▶ Your goal
Find the word "edges" in the data. Return every line where it appears.

═════ Dataset records ═════

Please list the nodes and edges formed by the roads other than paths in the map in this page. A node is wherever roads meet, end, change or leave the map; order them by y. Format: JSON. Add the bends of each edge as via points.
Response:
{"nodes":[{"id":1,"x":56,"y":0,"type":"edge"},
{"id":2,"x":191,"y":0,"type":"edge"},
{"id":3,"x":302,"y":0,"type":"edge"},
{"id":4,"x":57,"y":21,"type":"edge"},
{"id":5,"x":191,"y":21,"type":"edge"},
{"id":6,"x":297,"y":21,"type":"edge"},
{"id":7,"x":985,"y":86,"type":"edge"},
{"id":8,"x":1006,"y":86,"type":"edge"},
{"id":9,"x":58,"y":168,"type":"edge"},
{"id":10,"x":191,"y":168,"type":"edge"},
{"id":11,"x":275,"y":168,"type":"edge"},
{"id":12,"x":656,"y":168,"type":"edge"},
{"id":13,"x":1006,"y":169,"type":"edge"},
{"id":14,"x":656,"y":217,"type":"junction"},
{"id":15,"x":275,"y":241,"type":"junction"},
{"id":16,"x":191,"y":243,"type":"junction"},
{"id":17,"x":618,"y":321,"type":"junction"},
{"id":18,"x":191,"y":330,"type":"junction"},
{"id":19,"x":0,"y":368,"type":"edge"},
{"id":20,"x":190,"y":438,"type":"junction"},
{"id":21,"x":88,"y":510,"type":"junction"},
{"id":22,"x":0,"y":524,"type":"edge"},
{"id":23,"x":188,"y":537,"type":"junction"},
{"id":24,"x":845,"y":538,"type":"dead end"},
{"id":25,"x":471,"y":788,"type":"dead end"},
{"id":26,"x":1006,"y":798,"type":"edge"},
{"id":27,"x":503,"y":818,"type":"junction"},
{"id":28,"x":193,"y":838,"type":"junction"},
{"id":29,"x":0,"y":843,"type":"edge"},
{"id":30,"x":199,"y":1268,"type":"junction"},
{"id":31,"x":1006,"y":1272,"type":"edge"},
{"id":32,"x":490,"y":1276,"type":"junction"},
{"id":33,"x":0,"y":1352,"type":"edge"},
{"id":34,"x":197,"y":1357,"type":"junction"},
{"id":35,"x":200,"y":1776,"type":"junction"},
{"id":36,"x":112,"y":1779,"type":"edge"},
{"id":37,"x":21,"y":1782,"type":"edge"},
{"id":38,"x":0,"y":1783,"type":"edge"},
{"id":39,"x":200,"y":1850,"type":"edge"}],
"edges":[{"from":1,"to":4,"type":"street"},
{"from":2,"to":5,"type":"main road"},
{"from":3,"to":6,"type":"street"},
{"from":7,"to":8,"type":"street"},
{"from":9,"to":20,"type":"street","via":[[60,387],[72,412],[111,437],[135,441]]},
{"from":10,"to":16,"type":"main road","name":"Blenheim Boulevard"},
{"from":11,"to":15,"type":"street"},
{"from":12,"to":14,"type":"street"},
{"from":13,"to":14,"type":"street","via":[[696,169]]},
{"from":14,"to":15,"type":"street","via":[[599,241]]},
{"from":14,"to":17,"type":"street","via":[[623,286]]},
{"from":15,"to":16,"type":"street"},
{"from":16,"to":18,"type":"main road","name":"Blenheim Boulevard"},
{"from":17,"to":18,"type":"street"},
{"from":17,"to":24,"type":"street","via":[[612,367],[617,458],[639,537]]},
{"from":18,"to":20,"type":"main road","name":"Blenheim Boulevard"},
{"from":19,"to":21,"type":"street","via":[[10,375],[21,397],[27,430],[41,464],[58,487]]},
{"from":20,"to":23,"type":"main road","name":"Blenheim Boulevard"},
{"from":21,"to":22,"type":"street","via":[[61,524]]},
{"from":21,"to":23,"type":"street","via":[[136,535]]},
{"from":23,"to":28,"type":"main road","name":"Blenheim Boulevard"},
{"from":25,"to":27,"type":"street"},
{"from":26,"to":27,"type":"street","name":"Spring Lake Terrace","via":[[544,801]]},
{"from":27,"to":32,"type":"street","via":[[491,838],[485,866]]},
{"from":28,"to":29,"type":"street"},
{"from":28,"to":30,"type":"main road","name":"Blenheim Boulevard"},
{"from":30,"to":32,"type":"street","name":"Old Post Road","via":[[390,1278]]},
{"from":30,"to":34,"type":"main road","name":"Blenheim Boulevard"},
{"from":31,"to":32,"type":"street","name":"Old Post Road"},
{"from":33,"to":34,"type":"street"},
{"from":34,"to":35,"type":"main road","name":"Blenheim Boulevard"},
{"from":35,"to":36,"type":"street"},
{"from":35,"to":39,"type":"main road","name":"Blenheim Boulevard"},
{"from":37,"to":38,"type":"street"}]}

═════

▶ Answer for this exercise
Please list the nodes and edges formed by the roads other than paths in the map in this page. A node is wherever roads meet, end, change or leave the map; order them by y. Format: JSON. Add the bends of each edge as via points.
"edges":[{"from":1,"to":4,"type":"street"},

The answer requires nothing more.